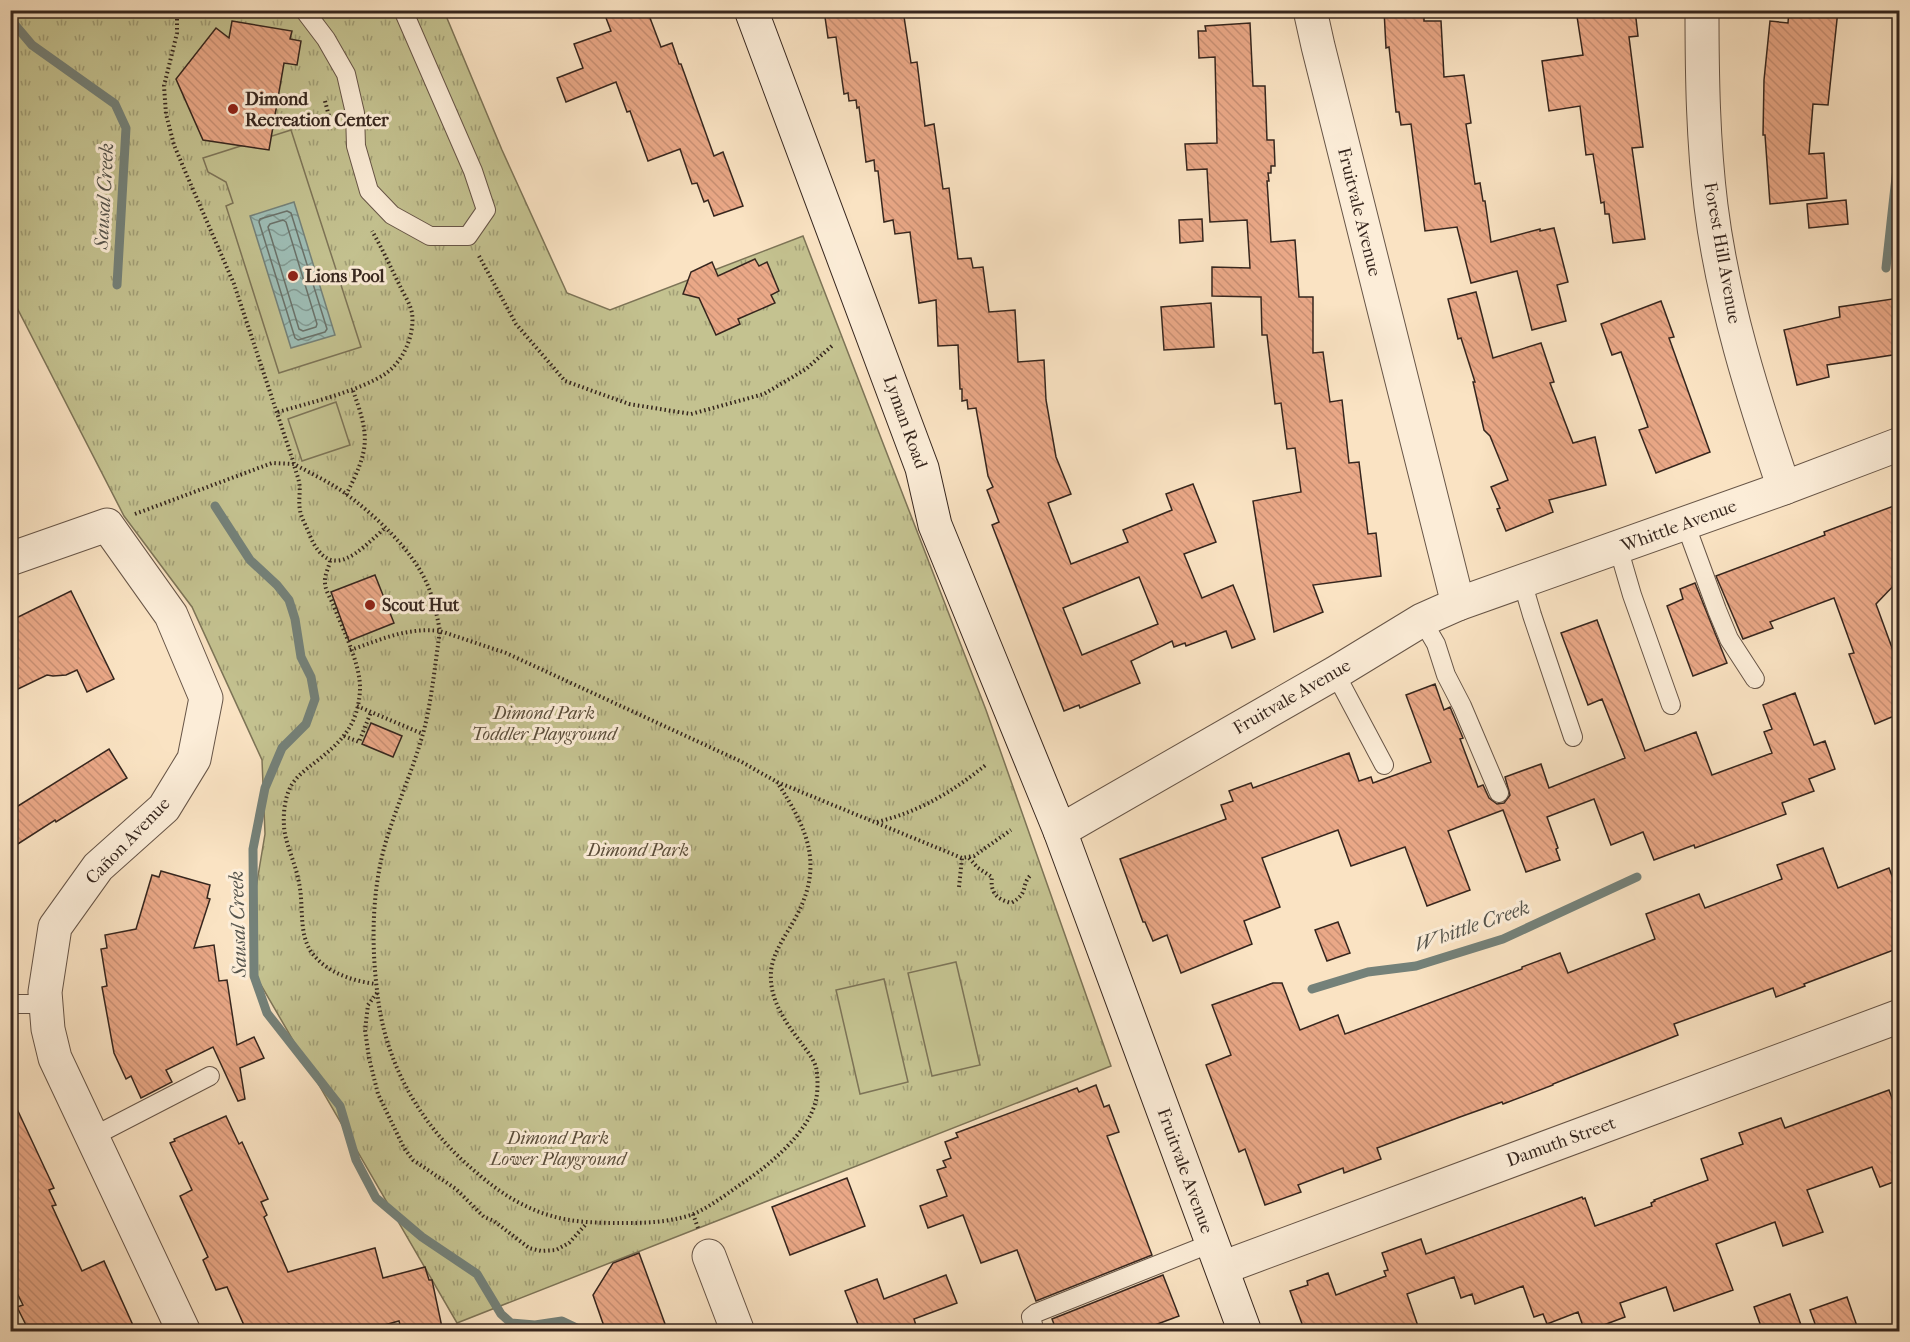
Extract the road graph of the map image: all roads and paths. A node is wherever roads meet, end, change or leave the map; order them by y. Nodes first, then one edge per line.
1 (177, 10) edge
2 (304, 10) edge
3 (403, 10) edge
4 (751, 10) edge
5 (1310, 10) edge
6 (1702, 10) edge
7 (468, 236) junction
8 (379, 243) dead end
9 (833, 345) dead end
10 (352, 388) junction
11 (278, 412) junction
12 (1899, 444) edge
13 (294, 464) junction
14 (1785, 488) junction
15 (346, 495) junction
16 (1685, 523) junction
17 (107, 525) junction
18 (385, 528) junction
19 (1618, 547) junction
20 (10, 559) edge
21 (330, 561) junction
22 (1522, 581) junction
23 (1458, 604) junction
24 (1422, 620) junction
25 (440, 631) junction
26 (351, 650) junction
27 (1335, 673) junction
28 (1755, 679) dead end
29 (1671, 705) dead end
30 (357, 706) junction
31 (371, 712) junction
32 (423, 734) junction
33 (344, 736) junction
34 (1573, 737) dead end
35 (987, 764) dead end
36 (1384, 765) dead end
37 (777, 782) junction
38 (1499, 793) dead end
39 (876, 822) junction
40 (1011, 830) dead end
41 (1060, 831) junction
42 (962, 858) junction
43 (969, 858) junction
44 (1031, 875) dead end
45 (959, 887) dead end
46 (376, 984) junction
47 (377, 993) junction
48 (10, 1004) edge
49 (46, 1004) junction
50 (1899, 1016) edge
51 (210, 1076) dead end
52 (92, 1137) junction
53 (588, 1222) junction
54 (1217, 1255) junction
55 (709, 1256) dead end
56 (184, 1332) edge
57 (738, 1332) edge
58 (1035, 1332) edge
59 (1245, 1332) edge

1 - 11 path
2 - 7 lane
3 - 7 lane
4 - 41 street, Lyman Road
5 - 23 street, Fruitvale Avenue
6 - 14 street, Forest Hill Avenue
7 - 9 path
8 - 10 path
10 - 11 path
10 - 15 path
11 - 13 path
12 - 14 street, Whittle Avenue
13 - 15 path
13 - 17 path
13 - 21 path
14 - 16 street, Whittle Avenue
15 - 18 path
16 - 19 street, Whittle Avenue
16 - 28 lane
17 - 20 street
17 - 49 street, Cañon Avenue
18 - 21 path
18 - 25 path
19 - 22 street, Whittle Avenue
19 - 29 lane
21 - 26 path
22 - 23 street, Whittle Avenue
22 - 34 lane
23 - 24 street, Fruitvale Avenue
24 - 27 street, Fruitvale Avenue
24 - 38 lane
25 - 26 path
25 - 32 path
25 - 37 path
26 - 30 path
27 - 36 lane
27 - 41 street, Fruitvale Avenue
30 - 31 path
30 - 33 path
31 - 32 path
31 - 33 path
32 - 46 path
33 - 46 path
35 - 39 path
37 - 39 path
37 - 53 path
39 - 42 path
40 - 43 path
41 - 54 street, Fruitvale Avenue
42 - 43 path
42 - 45 path
43 - 44 path
46 - 47 path
47 - 53 path
47 - 53 path
48 - 49 lane
49 - 52 street, Cañon Avenue
50 - 54 street, Damuth Street
51 - 52 lane
52 - 56 street, Cañon Avenue
54 - 58 lane
54 - 59 street, Fruitvale Avenue
55 - 57 street

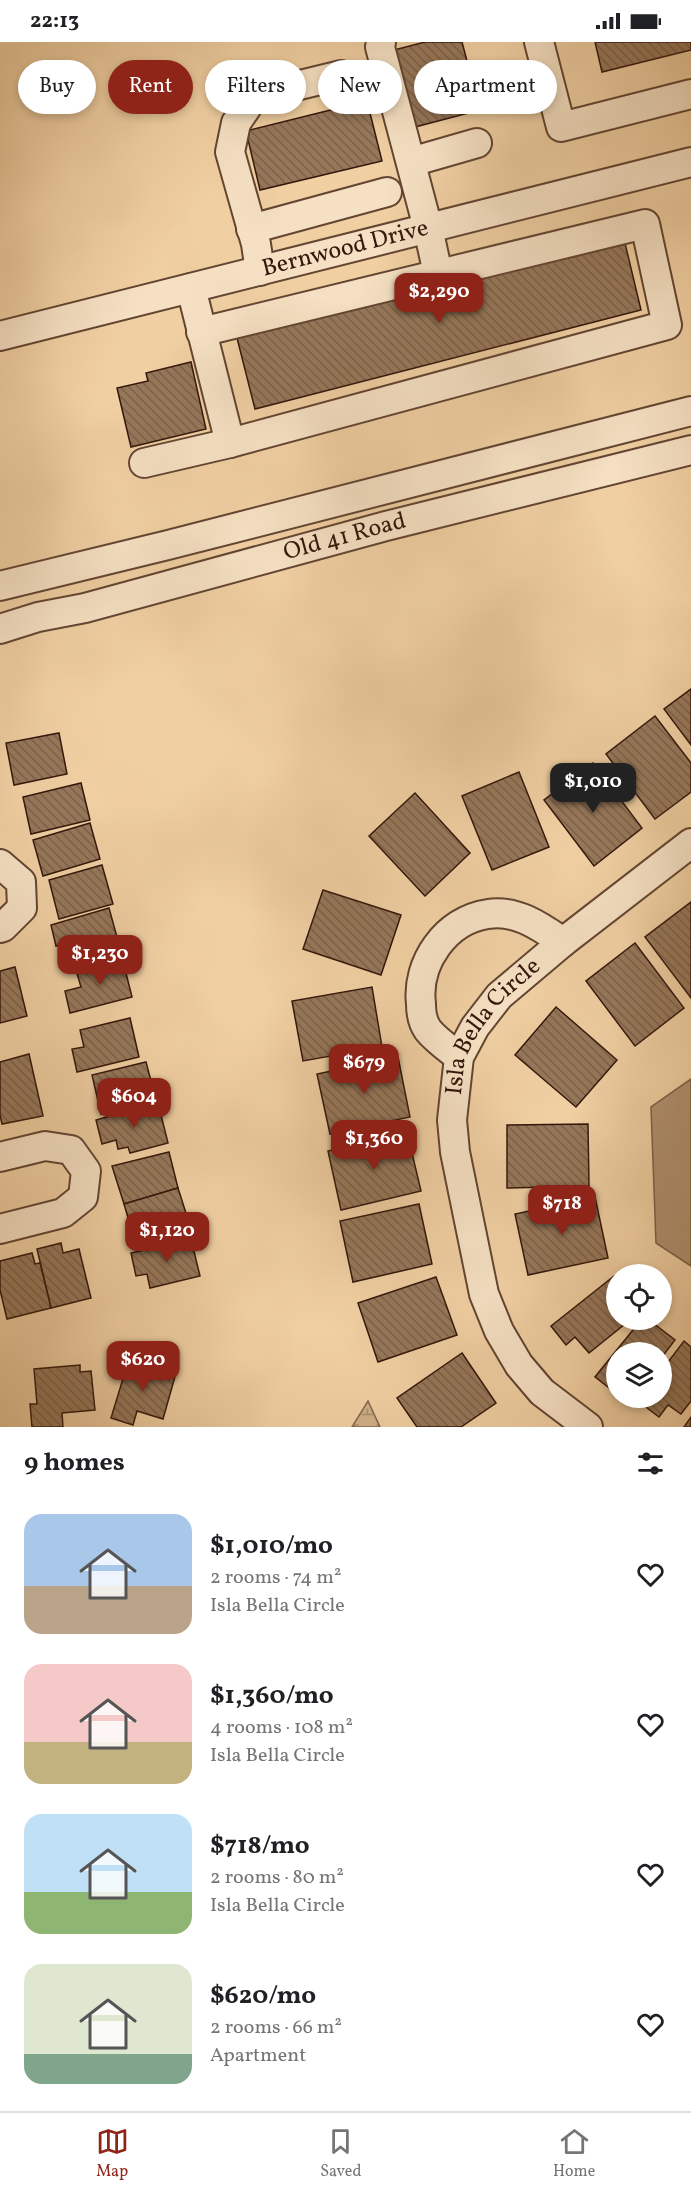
----------------------------------------
Return each line above word for word. Skip the pictures.

◆ EXERCISE RESULT:
Extract the road graph of the map image: all roads and paths. A node is wherever roads meet, end, change or leave the map; order them by y. Nodes first, then one edge per line.
1 (177, 10) edge
2 (304, 10) edge
3 (403, 10) edge
4 (751, 10) edge
5 (1310, 10) edge
6 (1702, 10) edge
7 (468, 236) junction
8 (379, 243) dead end
9 (833, 345) dead end
10 (352, 388) junction
11 (278, 412) junction
12 (1899, 444) edge
13 (294, 464) junction
14 (1785, 488) junction
15 (346, 495) junction
16 (1685, 523) junction
17 (107, 525) junction
18 (385, 528) junction
19 (1618, 547) junction
20 (10, 559) edge
21 (330, 561) junction
22 (1522, 581) junction
23 (1458, 604) junction
24 (1422, 620) junction
25 (440, 631) junction
26 (351, 650) junction
27 (1335, 673) junction
28 (1755, 679) dead end
29 (1671, 705) dead end
30 (357, 706) junction
31 (371, 712) junction
32 (423, 734) junction
33 (344, 736) junction
34 (1573, 737) dead end
35 (987, 764) dead end
36 (1384, 765) dead end
37 (777, 782) junction
38 (1499, 793) dead end
39 (876, 822) junction
40 (1011, 830) dead end
41 (1060, 831) junction
42 (962, 858) junction
43 (969, 858) junction
44 (1031, 875) dead end
45 (959, 887) dead end
46 (376, 984) junction
47 (377, 993) junction
48 (10, 1004) edge
49 (46, 1004) junction
50 (1899, 1016) edge
51 (210, 1076) dead end
52 (92, 1137) junction
53 (588, 1222) junction
54 (1217, 1255) junction
55 (709, 1256) dead end
56 (184, 1332) edge
57 (738, 1332) edge
58 (1035, 1332) edge
59 (1245, 1332) edge

1 - 11 path
2 - 7 lane
3 - 7 lane
4 - 41 street, Lyman Road
5 - 23 street, Fruitvale Avenue
6 - 14 street, Forest Hill Avenue
7 - 9 path
8 - 10 path
10 - 11 path
10 - 15 path
11 - 13 path
12 - 14 street, Whittle Avenue
13 - 15 path
13 - 17 path
13 - 21 path
14 - 16 street, Whittle Avenue
15 - 18 path
16 - 19 street, Whittle Avenue
16 - 28 lane
17 - 20 street
17 - 49 street, Cañon Avenue
18 - 21 path
18 - 25 path
19 - 22 street, Whittle Avenue
19 - 29 lane
21 - 26 path
22 - 23 street, Whittle Avenue
22 - 34 lane
23 - 24 street, Fruitvale Avenue
24 - 27 street, Fruitvale Avenue
24 - 38 lane
25 - 26 path
25 - 32 path
25 - 37 path
26 - 30 path
27 - 36 lane
27 - 41 street, Fruitvale Avenue
30 - 31 path
30 - 33 path
31 - 32 path
31 - 33 path
32 - 46 path
33 - 46 path
35 - 39 path
37 - 39 path
37 - 53 path
39 - 42 path
40 - 43 path
41 - 54 street, Fruitvale Avenue
42 - 43 path
42 - 45 path
43 - 44 path
46 - 47 path
47 - 53 path
47 - 53 path
48 - 49 lane
49 - 52 street, Cañon Avenue
50 - 54 street, Damuth Street
51 - 52 lane
52 - 56 street, Cañon Avenue
54 - 58 lane
54 - 59 street, Fruitvale Avenue
55 - 57 street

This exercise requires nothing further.